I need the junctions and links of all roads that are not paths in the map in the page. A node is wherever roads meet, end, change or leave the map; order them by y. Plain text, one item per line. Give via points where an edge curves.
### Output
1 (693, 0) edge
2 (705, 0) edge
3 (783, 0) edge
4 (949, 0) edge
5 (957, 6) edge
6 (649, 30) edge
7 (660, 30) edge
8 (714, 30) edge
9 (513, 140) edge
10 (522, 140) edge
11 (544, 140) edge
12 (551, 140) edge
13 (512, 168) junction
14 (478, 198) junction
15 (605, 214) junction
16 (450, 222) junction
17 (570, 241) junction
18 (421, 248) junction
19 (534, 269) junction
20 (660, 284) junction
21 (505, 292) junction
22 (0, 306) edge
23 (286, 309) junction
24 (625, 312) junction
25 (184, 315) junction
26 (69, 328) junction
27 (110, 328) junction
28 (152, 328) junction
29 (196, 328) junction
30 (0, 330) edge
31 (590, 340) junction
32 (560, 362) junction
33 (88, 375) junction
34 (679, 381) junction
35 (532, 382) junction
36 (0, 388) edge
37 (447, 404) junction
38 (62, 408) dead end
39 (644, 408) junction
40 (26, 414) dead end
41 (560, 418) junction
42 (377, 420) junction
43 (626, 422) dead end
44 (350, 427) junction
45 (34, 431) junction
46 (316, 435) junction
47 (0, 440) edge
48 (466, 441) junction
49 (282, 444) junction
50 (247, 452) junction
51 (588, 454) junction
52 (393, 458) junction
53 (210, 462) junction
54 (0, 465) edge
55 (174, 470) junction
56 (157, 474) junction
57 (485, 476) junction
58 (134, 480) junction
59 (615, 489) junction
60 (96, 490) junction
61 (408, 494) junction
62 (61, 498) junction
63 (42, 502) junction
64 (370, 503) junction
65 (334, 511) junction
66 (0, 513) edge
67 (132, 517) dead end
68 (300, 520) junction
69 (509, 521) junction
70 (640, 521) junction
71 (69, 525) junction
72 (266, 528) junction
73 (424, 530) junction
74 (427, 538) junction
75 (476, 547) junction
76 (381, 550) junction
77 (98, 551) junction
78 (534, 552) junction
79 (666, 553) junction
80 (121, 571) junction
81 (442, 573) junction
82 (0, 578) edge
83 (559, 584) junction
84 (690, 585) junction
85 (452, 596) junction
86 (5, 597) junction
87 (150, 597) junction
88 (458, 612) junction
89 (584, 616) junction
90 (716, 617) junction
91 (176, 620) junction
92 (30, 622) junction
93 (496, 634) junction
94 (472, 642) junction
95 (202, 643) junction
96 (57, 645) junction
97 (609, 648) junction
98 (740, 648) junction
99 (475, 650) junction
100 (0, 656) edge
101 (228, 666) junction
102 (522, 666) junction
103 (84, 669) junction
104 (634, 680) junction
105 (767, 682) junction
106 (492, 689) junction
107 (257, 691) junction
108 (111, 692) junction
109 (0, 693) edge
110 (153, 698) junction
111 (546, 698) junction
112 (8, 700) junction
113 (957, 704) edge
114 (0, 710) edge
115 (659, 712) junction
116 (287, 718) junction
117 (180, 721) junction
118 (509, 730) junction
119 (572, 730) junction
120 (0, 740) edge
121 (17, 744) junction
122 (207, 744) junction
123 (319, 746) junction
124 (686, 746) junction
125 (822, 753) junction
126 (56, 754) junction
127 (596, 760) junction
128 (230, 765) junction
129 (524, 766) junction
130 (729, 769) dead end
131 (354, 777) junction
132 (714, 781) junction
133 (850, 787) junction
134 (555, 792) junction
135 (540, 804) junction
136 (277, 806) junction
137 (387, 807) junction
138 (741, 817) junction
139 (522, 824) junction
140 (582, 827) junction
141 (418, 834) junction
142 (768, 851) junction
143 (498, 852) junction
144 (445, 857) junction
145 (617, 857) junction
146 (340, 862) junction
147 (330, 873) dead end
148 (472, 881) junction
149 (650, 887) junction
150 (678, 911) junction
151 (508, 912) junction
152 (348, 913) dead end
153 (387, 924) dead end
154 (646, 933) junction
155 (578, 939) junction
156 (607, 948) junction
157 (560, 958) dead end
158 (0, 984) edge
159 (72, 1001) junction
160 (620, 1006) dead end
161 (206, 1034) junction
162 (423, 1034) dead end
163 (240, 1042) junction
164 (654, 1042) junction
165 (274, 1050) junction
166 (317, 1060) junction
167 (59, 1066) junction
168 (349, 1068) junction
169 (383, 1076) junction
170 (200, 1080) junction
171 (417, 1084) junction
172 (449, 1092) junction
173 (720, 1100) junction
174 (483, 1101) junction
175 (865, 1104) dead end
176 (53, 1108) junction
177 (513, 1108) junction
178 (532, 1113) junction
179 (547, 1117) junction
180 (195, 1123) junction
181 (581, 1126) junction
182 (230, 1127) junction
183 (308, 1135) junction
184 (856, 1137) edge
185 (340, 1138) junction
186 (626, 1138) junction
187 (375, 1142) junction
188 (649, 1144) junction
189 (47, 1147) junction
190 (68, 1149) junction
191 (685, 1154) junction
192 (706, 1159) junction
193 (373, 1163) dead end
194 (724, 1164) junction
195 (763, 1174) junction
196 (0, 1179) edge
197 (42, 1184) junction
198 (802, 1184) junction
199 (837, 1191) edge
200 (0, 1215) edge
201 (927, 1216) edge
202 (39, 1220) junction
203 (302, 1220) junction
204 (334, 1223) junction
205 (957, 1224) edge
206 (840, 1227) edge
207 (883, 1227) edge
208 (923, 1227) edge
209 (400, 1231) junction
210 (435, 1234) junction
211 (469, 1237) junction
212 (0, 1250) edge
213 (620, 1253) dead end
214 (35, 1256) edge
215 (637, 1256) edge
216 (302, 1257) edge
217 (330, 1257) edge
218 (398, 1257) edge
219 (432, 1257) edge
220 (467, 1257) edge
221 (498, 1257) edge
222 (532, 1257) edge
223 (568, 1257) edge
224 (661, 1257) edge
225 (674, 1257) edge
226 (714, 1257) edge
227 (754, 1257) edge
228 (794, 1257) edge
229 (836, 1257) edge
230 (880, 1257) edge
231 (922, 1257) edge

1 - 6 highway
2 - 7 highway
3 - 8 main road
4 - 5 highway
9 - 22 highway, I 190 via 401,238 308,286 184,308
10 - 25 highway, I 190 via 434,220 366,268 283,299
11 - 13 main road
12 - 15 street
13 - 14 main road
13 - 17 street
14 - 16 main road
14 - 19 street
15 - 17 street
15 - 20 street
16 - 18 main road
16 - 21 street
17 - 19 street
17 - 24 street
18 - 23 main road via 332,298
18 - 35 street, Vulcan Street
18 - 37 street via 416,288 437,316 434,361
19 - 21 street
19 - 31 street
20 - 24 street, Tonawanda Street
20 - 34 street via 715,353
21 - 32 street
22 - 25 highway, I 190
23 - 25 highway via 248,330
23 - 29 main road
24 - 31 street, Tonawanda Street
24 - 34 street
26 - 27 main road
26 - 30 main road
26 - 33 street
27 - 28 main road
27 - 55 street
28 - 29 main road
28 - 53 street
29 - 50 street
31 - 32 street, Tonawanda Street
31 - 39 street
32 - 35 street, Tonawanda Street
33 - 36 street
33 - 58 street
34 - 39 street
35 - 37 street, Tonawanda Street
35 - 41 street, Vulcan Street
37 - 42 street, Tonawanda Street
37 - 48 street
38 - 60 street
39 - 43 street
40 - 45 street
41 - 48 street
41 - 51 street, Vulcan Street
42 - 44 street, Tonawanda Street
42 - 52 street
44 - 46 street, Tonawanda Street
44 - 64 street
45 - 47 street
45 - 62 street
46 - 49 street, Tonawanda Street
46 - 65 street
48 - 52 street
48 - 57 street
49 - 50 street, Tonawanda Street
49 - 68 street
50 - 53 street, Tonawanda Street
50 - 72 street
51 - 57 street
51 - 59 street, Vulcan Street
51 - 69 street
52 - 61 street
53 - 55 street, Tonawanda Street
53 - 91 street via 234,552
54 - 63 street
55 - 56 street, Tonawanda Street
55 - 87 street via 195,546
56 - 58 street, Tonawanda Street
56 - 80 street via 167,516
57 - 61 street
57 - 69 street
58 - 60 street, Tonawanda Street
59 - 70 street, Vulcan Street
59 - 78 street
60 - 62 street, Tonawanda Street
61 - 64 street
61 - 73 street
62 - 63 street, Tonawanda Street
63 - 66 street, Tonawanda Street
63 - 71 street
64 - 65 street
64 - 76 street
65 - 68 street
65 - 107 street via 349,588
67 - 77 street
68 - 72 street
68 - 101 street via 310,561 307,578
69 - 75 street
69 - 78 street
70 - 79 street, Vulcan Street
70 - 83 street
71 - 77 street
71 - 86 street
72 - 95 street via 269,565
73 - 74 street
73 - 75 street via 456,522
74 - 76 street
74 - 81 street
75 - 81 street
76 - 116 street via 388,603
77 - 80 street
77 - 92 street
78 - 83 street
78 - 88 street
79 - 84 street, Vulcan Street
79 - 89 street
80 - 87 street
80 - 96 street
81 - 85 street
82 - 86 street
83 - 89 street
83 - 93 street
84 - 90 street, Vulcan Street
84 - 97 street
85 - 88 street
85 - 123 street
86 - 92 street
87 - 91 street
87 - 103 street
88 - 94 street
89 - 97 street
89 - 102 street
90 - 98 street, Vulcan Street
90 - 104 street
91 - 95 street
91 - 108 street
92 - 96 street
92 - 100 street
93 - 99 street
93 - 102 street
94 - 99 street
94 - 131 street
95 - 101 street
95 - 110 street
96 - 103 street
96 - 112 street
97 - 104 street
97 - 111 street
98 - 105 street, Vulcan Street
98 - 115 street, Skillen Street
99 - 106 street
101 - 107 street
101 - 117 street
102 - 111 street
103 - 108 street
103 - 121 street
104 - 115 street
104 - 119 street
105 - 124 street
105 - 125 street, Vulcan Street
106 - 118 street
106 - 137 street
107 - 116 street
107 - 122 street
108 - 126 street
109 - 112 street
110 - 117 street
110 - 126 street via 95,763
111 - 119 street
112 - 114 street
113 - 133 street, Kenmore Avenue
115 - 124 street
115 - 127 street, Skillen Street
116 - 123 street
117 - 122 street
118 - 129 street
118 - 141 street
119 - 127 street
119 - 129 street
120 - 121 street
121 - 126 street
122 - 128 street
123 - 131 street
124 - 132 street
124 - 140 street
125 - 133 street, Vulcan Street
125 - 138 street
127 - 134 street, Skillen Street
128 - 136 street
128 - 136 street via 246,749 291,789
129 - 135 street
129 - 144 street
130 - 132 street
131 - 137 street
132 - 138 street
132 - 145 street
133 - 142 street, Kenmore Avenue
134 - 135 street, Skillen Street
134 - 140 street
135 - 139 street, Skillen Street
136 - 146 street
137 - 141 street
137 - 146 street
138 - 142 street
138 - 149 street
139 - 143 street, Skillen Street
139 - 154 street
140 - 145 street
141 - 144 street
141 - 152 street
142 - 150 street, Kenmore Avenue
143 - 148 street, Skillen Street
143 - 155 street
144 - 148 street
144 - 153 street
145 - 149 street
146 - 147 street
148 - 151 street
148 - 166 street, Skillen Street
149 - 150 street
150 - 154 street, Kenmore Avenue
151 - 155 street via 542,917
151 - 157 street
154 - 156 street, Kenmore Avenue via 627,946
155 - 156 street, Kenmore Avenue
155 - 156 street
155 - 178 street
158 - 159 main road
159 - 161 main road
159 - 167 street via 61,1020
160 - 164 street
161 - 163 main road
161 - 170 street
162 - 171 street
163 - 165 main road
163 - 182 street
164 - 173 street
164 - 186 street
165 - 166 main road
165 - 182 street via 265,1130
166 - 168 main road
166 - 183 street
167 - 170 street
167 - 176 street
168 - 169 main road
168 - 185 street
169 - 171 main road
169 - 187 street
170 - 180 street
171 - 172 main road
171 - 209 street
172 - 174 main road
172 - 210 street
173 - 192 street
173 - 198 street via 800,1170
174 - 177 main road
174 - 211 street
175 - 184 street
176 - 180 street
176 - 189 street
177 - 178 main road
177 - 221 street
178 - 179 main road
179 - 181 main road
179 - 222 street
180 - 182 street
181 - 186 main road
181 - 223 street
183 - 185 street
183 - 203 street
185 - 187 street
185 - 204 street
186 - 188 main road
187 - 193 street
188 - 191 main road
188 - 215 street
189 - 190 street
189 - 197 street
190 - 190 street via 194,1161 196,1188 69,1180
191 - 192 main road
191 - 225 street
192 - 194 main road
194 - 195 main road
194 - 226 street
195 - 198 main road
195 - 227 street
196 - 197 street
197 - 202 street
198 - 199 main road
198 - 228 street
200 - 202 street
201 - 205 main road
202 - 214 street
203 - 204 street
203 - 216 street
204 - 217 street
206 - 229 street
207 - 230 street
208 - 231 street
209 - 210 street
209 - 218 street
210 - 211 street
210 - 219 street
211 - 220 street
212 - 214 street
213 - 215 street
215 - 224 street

--------------------------------

:: Work task ::
Go through the listing and copy each line with the string "Kenmore".

:: Answer for the task ::
113 - 133 street, Kenmore Avenue
133 - 142 street, Kenmore Avenue
142 - 150 street, Kenmore Avenue
150 - 154 street, Kenmore Avenue
154 - 156 street, Kenmore Avenue via 627,946
155 - 156 street, Kenmore Avenue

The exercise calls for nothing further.